小澤:ラフからのセカンドショットでは、どういうミスが出るのですか。
狩野:「右に飛び出す」ショットやボールの下を潜ってしまう「ダルマ落とし」が多いんですよね。
小澤:わかりました。では、その2点をチェックしていきましょう。
――5U(5番ユーティリティ)で長めの人工芝マットを逆立てたラフからのショットを打つ。1球目は右に。クラブの最下点(ローポイント)の数値は1.5A。
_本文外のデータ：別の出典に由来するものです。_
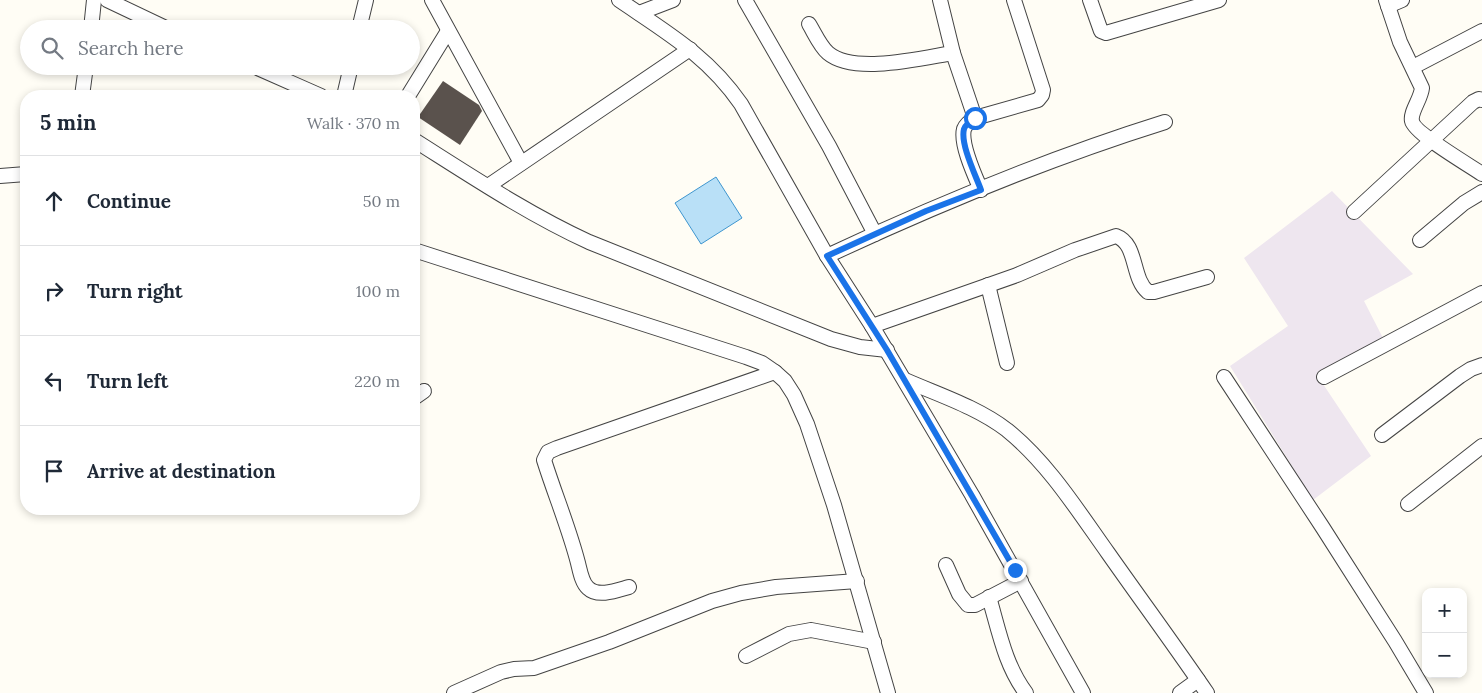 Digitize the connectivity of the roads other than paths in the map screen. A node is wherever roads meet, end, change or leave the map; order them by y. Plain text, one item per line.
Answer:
1 (94, 0) edge
2 (107, 0) edge
3 (366, 0) edge
4 (432, 0) edge
5 (619, 0) edge
6 (673, 0) edge
7 (744, 0) edge
8 (940, 0) edge
9 (1014, 0) edge
10 (1090, 0) edge
11 (1219, 0) edge
12 (1402, 0) edge
13 (1387, 3) edge
14 (639, 13) junction
15 (92, 20) edge
16 (149, 20) edge
17 (361, 20) edge
18 (809, 24) dead end
19 (448, 31) junction
20 (1482, 31) edge
21 (690, 49) junction
22 (953, 53) junction
23 (1413, 67) junction
24 (85, 75) edge
25 (273, 75) edge
26 (349, 75) edge
27 (83, 90) edge
28 (307, 90) edge
29 (345, 90) edge
30 (412, 90) edge
31 (1482, 100) edge
32 (975, 118) junction
33 (1165, 122) dead end
34 (1431, 140) junction
35 (420, 144) edge
36 (521, 163) junction
37 (20, 174) edge
38 (1482, 174) edge
39 (0, 176) edge
40 (488, 186) junction
41 (981, 190) junction
42 (1482, 192) edge
43 (1354, 212) dead end
44 (874, 234) junction
45 (1420, 240) dead end
46 (420, 252) edge
47 (827, 256) junction
48 (1207, 277) dead end
49 (988, 285) junction
50 (1482, 293) edge
51 (872, 326) junction
52 (887, 350) junction
53 (1008, 363) dead end
54 (1482, 365) edge
55 (775, 372) junction
56 (1224, 377) dead end
57 (1324, 377) dead end
58 (905, 380) junction
59 (1382, 436) dead end
60 (1482, 446) edge
61 (1408, 504) dead end
62 (946, 565) dead end
63 (856, 581) junction
64 (1021, 581) junction
65 (629, 587) dead end
66 (989, 597) junction
67 (874, 642) junction
68 (746, 656) dead end
69 (1198, 680) junction
70 (454, 693) edge
71 (888, 693) edge
72 (1026, 693) edge
73 (1083, 693) edge
74 (1180, 693) edge
75 (1207, 693) edge
76 (1426, 693) edge

1 - 15 street
2 - 16 street
3 - 17 street
4 - 19 street
5 - 14 street
6 - 14 street
7 - 44 street
8 - 22 street
9 - 32 street
10 - 11 street
12 - 13 street
13 - 23 street
14 - 21 street
18 - 22 street
19 - 30 street
19 - 36 street
20 - 23 street
21 - 36 street
21 - 47 street
22 - 32 street
23 - 34 street
24 - 27 street
25 - 28 street
26 - 29 street
31 - 34 street
32 - 41 street
33 - 41 street
34 - 38 street
34 - 43 street
35 - 40 street
36 - 40 street
37 - 39 street
40 - 52 street
41 - 44 street
42 - 45 street
44 - 47 street
46 - 55 street
47 - 51 street
48 - 49 street
49 - 51 street
49 - 53 street
50 - 57 street
51 - 52 street
52 - 58 street
54 - 59 street
55 - 63 street
55 - 65 street
56 - 76 street
58 - 64 street
58 - 69 street
60 - 61 street
62 - 66 street
63 - 67 street
63 - 70 street
64 - 66 street
64 - 73 street
66 - 72 street
67 - 68 street
67 - 71 street
69 - 74 street
69 - 75 street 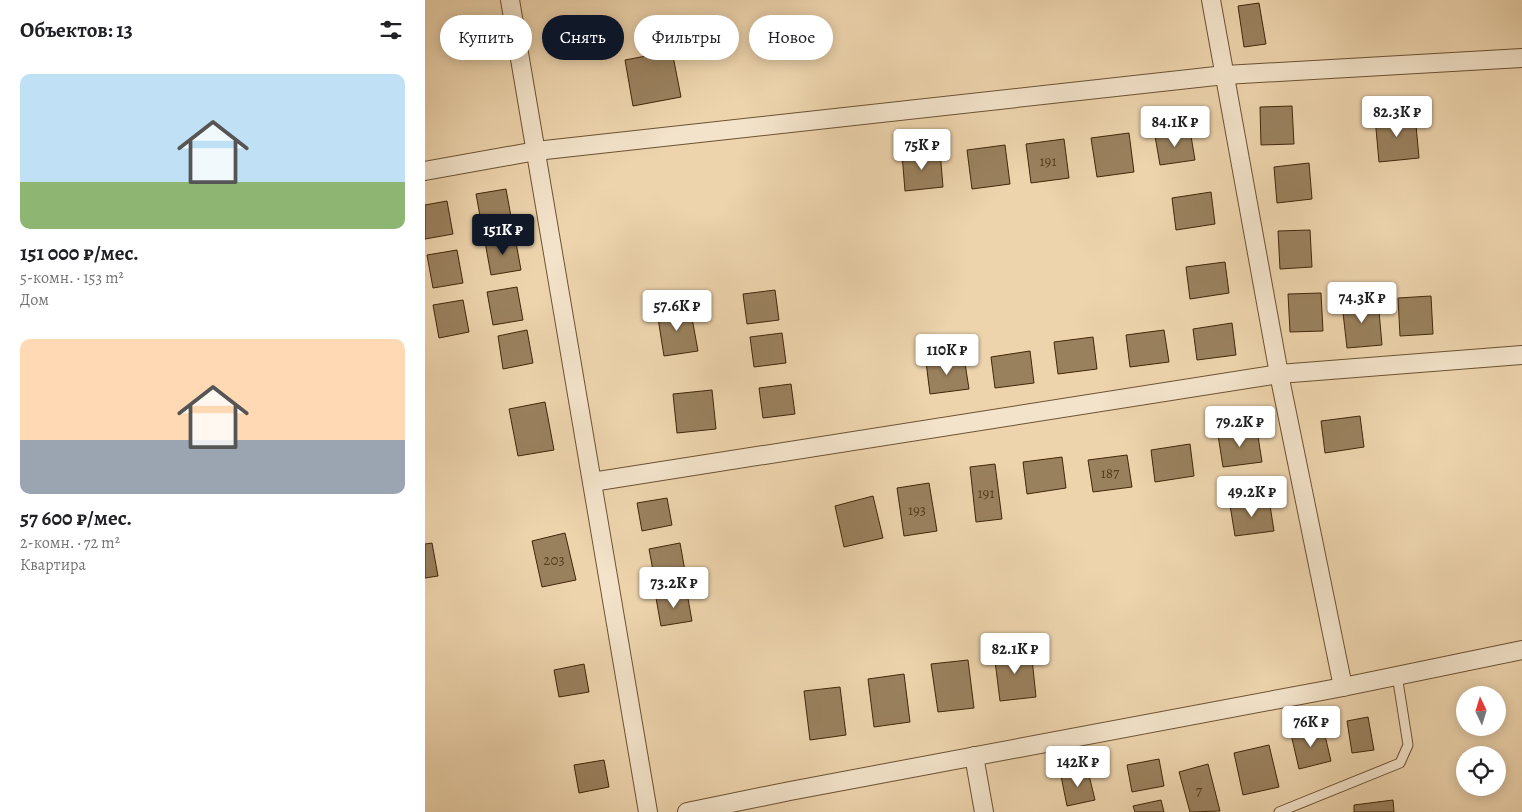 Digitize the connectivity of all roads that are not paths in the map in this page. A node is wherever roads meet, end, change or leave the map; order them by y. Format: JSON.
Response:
{"nodes":[{"id":1,"x":510,"y":0,"type":"edge"},
{"id":2,"x":1211,"y":0,"type":"edge"},
{"id":3,"x":1522,"y":58,"type":"edge"},
{"id":4,"x":1225,"y":75,"type":"junction"},
{"id":5,"x":536,"y":151,"type":"junction"},
{"id":6,"x":425,"y":171,"type":"edge"},
{"id":7,"x":1522,"y":355,"type":"edge"},
{"id":8,"x":1279,"y":374,"type":"junction"},
{"id":9,"x":592,"y":482,"type":"junction"},
{"id":10,"x":1522,"y":650,"type":"edge"},
{"id":11,"x":1397,"y":675,"type":"junction"},
{"id":12,"x":1343,"y":686,"type":"junction"},
{"id":13,"x":974,"y":756,"type":"junction"},
{"id":14,"x":648,"y":812,"type":"edge"},
{"id":15,"x":687,"y":812,"type":"edge"},
{"id":16,"x":984,"y":812,"type":"edge"},
{"id":17,"x":1279,"y":812,"type":"edge"}],
"edges":[{"from":1,"to":5,"type":"street"},
{"from":2,"to":4,"type":"street"},
{"from":3,"to":4,"type":"street"},
{"from":4,"to":5,"type":"street"},
{"from":4,"to":8,"type":"street"},
{"from":5,"to":6,"type":"street"},
{"from":5,"to":9,"type":"street"},
{"from":7,"to":8,"type":"street"},
{"from":8,"to":9,"type":"street"},
{"from":8,"to":12,"type":"street"},
{"from":9,"to":14,"type":"street"},
{"from":10,"to":11,"type":"street"},
{"from":11,"to":12,"type":"street"},
{"from":11,"to":17,"type":"lane"},
{"from":12,"to":13,"type":"street"},
{"from":13,"to":15,"type":"street"},
{"from":13,"to":16,"type":"street"}]}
小澤:狩野さん、ラフになると通常のショットよりもリリースのタイミング少し早くなっているんですよね。それで少しすくうような動きになっています。
狩野:苦手な感じがスウィングに現れているんですね。
小澤:そこで打ち方なんですけれど、お腹の回転スピードを少し早くして「お腹(おへそ)で打つ」というイメージで打ってみてください。
狩野:手で打つのではなく、お腹で打つんですね。
小澤:そうなんです。ラフからのショットは、ラフに負けまいとして手でボールと打ちにいくので、狩野さんのようにリリースが早くなってしまうこと多い。それでフェースが開いて当たると球が右に出てたり、フェースが返って引っ掛けのフックボールが出たりするわけなんですね。
狩野:お腹か……。はい、ではやってみます。
――すると、ナイスショット。ローポイントの数値が9.6A。
狩野:ラフに負けたくないと思うと手で行きたくなるんですけど、でも今は、お腹が回って来るまで「手は待つ」という意識で打ちました。
小澤:素晴らしいです。
狩野:でもどうして「お腹で打つ」とナイスショットが打てたんでしょうか。
小澤:狩野さんの場合は、5Uのフェアウェイからのショットの時に測ったローポイントが7~9Aという値が出ていたんです。これはクラブのリリースを遅らせてシャロー目に入ってくる軌道で、それが狩野さんにとっては1番打ちやすい振り方なんですね。でも最初に打ったラフからのショットの時はローポイント1.5Aで入っていましたよね。これ先ほど言ったように、ラフに負けないように手で打ちにいっている結果、リリースのタイミング少し早くなっていたので、手先ではなくお腹で打つ意識で打つことで再下点が7~9辺りになるような、狩野さんが振りやすいスウィングに近づけたということなんですね。
――この後も、お腹で打つ意識でスウィングをしていい感じになってきた狩野だが、数発後に、手前からダフり気味に入り右に飛び出すミスショットが出た。
狩野:あ~、これ、コースでリアルに出る球です。
小澤:今は体の上下動が激しかったですよね。ラフの時のダルマ落としは、この体の上下動が原因なので、ちょうどいいので、今度は二つ目の悩みであるダルマ落とし対策のためのドリルをやっていきましょう。
狩野:お願いします。
小澤:ダルマ落とし対策のドリルは、7番アイアンでティーアップしたボールをクリーンに打っていくというものです。さっそくやってみましょうか。
――狩野が数発打った結果、打球はいい感じで飛ぶのだが、ボールだけクリーンに打つという課題はどうもうまくクリアできないようだ。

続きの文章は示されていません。